- [ACTIVITY]: Output the entries in full and verbatim, pictures omitted.

- [SUPPLIED RECORDS]:
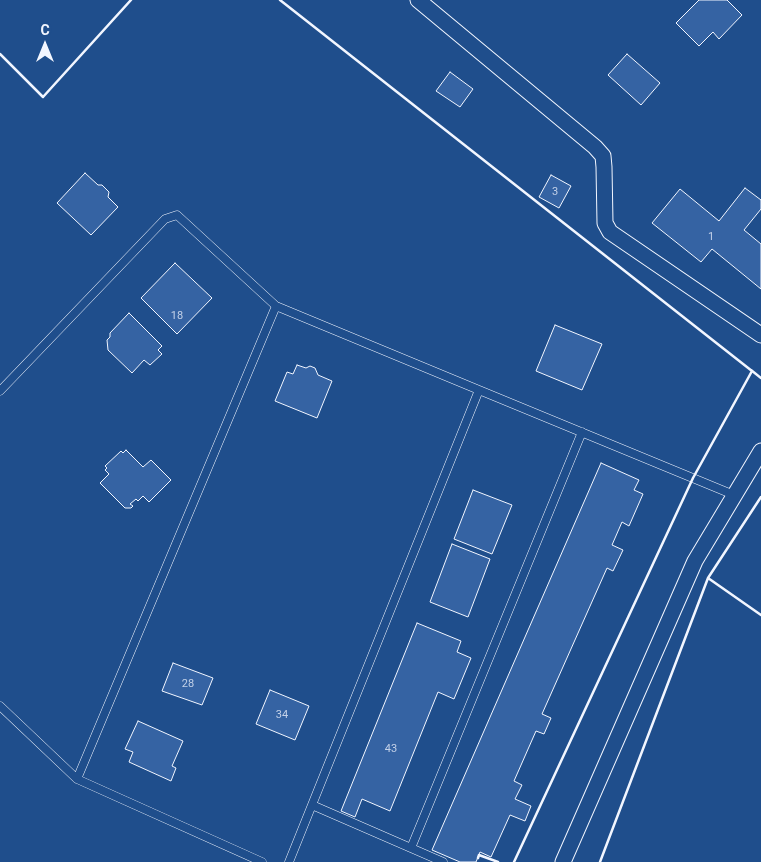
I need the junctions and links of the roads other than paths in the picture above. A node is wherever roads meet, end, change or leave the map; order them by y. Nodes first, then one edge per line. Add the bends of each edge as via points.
1 (418, 0) edge
2 (276, 306) junction
3 (761, 335) edge
4 (479, 390) junction
5 (0, 391) edge
6 (582, 432) junction
7 (761, 450) edge
8 (734, 495) junction
9 (0, 706) edge
10 (77, 779) junction
11 (312, 805) junction
12 (411, 848) junction
13 (262, 862) edge
14 (289, 862) edge
15 (443, 862) edge
16 (563, 862) edge

1 - 3 street via 596,147 604,162 605,223 610,232
2 - 4 lane
2 - 5 lane via 177,214 164,219
2 - 10 lane
4 - 6 lane
4 - 11 lane
6 - 8 lane
6 - 12 lane
7 - 8 street
8 - 16 street via 695,561
9 - 10 lane
10 - 13 lane
11 - 12 lane
11 - 14 lane
12 - 15 lane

- [RESULT FOR THIS TASK]:
I need the junctions and links of the roads other than paths in the picture above. A node is wherever roads meet, end, change or leave the map; order them by y. Nodes first, then one edge per line. Add the bends of each edge as via points.
1 (418, 0) edge
2 (276, 306) junction
3 (761, 335) edge
4 (479, 390) junction
5 (0, 391) edge
6 (582, 432) junction
7 (761, 450) edge
8 (734, 495) junction
9 (0, 706) edge
10 (77, 779) junction
11 (312, 805) junction
12 (411, 848) junction
13 (262, 862) edge
14 (289, 862) edge
15 (443, 862) edge
16 (563, 862) edge

1 - 3 street via 596,147 604,162 605,223 610,232
2 - 4 lane
2 - 5 lane via 177,214 164,219
2 - 10 lane
4 - 6 lane
4 - 11 lane
6 - 8 lane
6 - 12 lane
7 - 8 street
8 - 16 street via 695,561
9 - 10 lane
10 - 13 lane
11 - 12 lane
11 - 14 lane
12 - 15 lane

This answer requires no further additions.